Спокойствие моих ушей давало полную свободу глазам моим заниматься наружностию предметов, особливо лицами. Женщины и в Лондоне очень хороши, одеваются просто и мило; все без пудры, без румян, в шляпках, выдуманных Грациями. Оне ходят как летают; за иною два лакея с трудом успевают бежать. Маленькия ножки, выставляясь из-под кисейной юбки, едва касаются до камней троттуара; на белом корсете развевается Ост-Индская Шаль; и на Шаль, из-под шляпки, падают светлые локоны. Англичанки по большой части белокуры; но самыя лучшия из них темноволосыя. Так мне показалось; а я, право, смотрел на них с большим вниманием! Взглядывал и на Англичан, которых лица можно разделить на три рода: на угрюмыя, добродушный и зверския. Клянусь вам, что нигде не случалось мне видеть столько последних, как здесь. Я уверился, что Гогард[352] писал с Натуры. Правда, что такия гнусныя физиогномии встречаются только в низкой черни Лондонского народа; но столь многообразны, живы и разительны, что десяти Лафатеров[353] не достало бы для описания всех дурных качеств, ими изображаемых. Франтов видел я здесь гораздо более, нежели в Париже. Шляпа сахарною головою, густо-насаленные волосы и виски до самых плеч, толстой галстук, в котором погребена вся нижняя часть лица, разинутый рот, обе руки в карманах, и самая непристойная походка: вот их общий приметы! Не думаю, чтобы из тысячи подобных людей вышел один хороший Член Парламента. Борк, Фокс, Шеридан, Питт, в молодости своей верно не бегали по улицам разинями.

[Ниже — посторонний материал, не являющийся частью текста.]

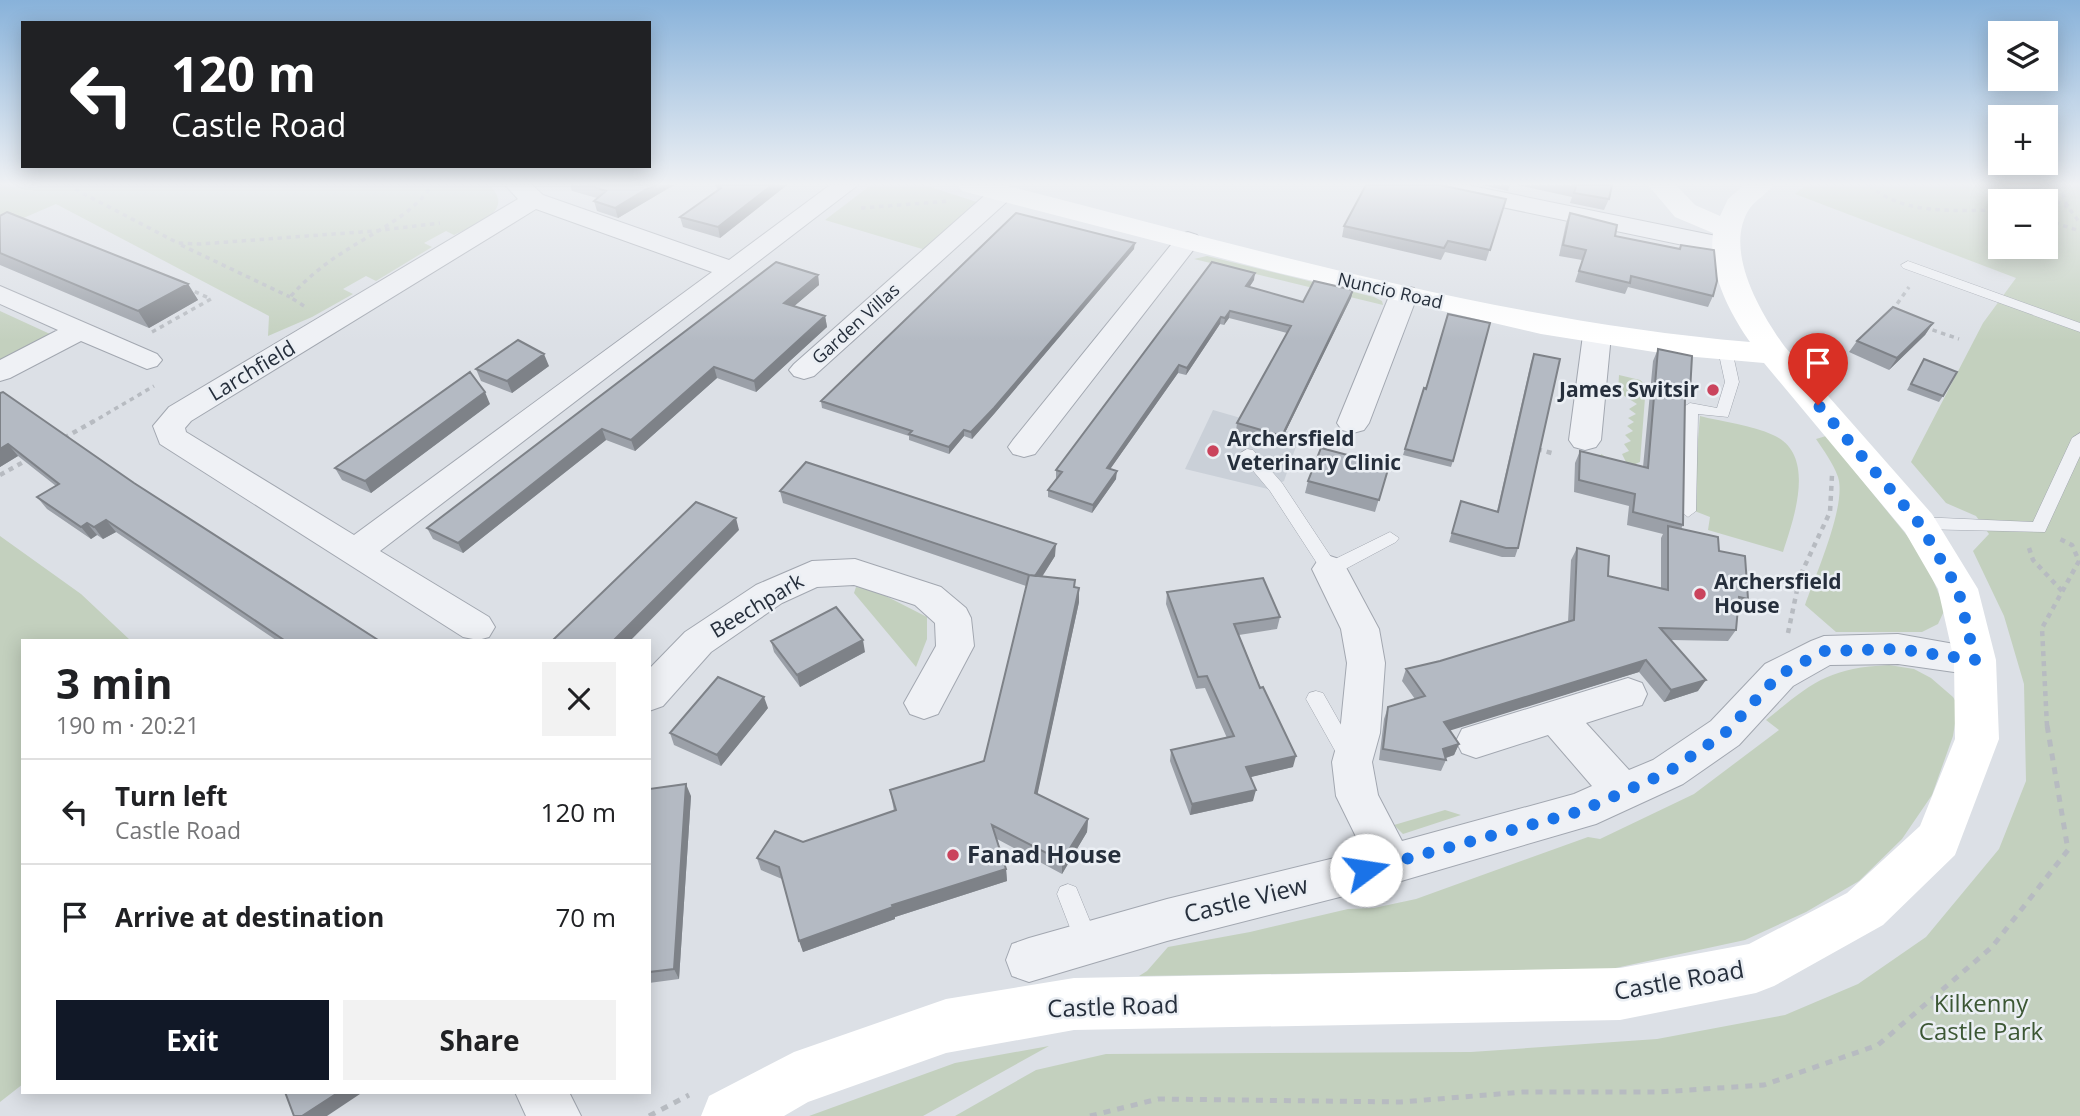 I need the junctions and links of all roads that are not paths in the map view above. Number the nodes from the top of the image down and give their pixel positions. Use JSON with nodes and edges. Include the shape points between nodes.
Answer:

Скажите, друзья мои, нашему П.[354], обожателю Англичан, чтоб он тотчас заказал себе дюжину синих фраков: это любимый цвет их. Из 50 человек, которые встретятся вам на Лондонской улице, по крайней мере двадцать увидите в синих кафтанах. Таким важным замечанием могу кончить письмо свое; остальныя наблюдения поберегу для следующих. Скажу только, что я с великим трудом нашел свою Таверну, Лондонския улицы все одна на другую похожи; надобно было спрашивать, а я дурно выговаривал имя своей, и не прежде одиннадцати часов возвратился к любезному моему… чемодану.
Лондон, Июля… 1790.
Я не видал еще никого в Лондоне; не успел взять денег у Банкира, но успел слышать в Вестминстерском Аббатстве Генделеву Ораторию, Мессию, отдав за вход последнюю гинею свою.

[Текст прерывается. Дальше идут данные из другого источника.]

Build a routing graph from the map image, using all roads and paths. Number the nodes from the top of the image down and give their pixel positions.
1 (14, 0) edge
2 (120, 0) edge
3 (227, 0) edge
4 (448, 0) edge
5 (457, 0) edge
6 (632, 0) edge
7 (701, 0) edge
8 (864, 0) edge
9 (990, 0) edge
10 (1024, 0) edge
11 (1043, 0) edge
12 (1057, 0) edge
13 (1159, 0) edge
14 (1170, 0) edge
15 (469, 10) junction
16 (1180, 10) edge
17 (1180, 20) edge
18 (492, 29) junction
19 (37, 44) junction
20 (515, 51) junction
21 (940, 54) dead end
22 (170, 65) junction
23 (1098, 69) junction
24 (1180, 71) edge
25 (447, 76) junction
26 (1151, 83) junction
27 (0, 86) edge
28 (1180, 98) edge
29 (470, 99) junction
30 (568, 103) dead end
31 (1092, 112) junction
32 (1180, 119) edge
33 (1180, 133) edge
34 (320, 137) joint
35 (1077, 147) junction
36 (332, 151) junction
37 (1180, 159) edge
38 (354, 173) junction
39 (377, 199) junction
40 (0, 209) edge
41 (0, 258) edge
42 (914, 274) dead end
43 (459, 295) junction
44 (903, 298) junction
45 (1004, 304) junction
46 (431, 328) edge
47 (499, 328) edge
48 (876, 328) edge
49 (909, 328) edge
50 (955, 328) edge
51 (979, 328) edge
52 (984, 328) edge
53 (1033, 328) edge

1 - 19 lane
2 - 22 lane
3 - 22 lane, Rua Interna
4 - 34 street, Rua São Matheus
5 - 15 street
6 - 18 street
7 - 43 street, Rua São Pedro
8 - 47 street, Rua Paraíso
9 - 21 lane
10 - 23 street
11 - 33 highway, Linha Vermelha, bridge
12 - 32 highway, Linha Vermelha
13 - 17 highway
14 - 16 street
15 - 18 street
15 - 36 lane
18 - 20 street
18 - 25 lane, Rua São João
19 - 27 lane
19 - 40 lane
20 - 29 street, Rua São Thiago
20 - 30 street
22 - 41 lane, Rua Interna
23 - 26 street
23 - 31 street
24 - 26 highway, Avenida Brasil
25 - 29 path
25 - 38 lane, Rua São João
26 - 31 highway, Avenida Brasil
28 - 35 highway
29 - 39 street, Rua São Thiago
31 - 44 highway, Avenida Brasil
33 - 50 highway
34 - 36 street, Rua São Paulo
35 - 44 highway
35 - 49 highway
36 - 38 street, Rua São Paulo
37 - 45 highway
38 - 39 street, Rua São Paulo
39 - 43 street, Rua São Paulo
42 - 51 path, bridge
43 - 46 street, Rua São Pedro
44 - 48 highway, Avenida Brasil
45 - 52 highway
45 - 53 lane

Оратория разделяется на три части; после каждой музыканты отдыхали, а слушатели, пользуясь тем временем, завтракали. Я был в ложе с одним купеческим семейством. Меня посадили на лучшем месте и кормили пирогами, но нимало не думали занимать разговором. Лишь только Король[355] с Фамилиею вошел в ложу свою, один из моих товарищей ударил меня по плечу и сказал: «вот наш добрый Джордж с добрыми детьми своими! Я нарочно наклонюсь, чтобы вы могли лучше видеть их». Это мне очень полюбилось, и полюбилось бы еще более, естьли бы он не так сильно ударил меня по плечу. – Вот другой случай: к нам вошла женщина с аффишами, и втерла мне в руки листочек, для того, чтобы взять с меня 6 пенсов. Старший из фамилии выдернул его у меня с сердцем и бросил женщине, говоря: «ему не надобно; ты хочешь отнять у него деньги; это стыдно. Он иностранец, и не умеет отговориться». Хорошо, подумал я: но для чего ты, господин Британец, вырвал листок с такою грубостию? для чего задел меня им по носу?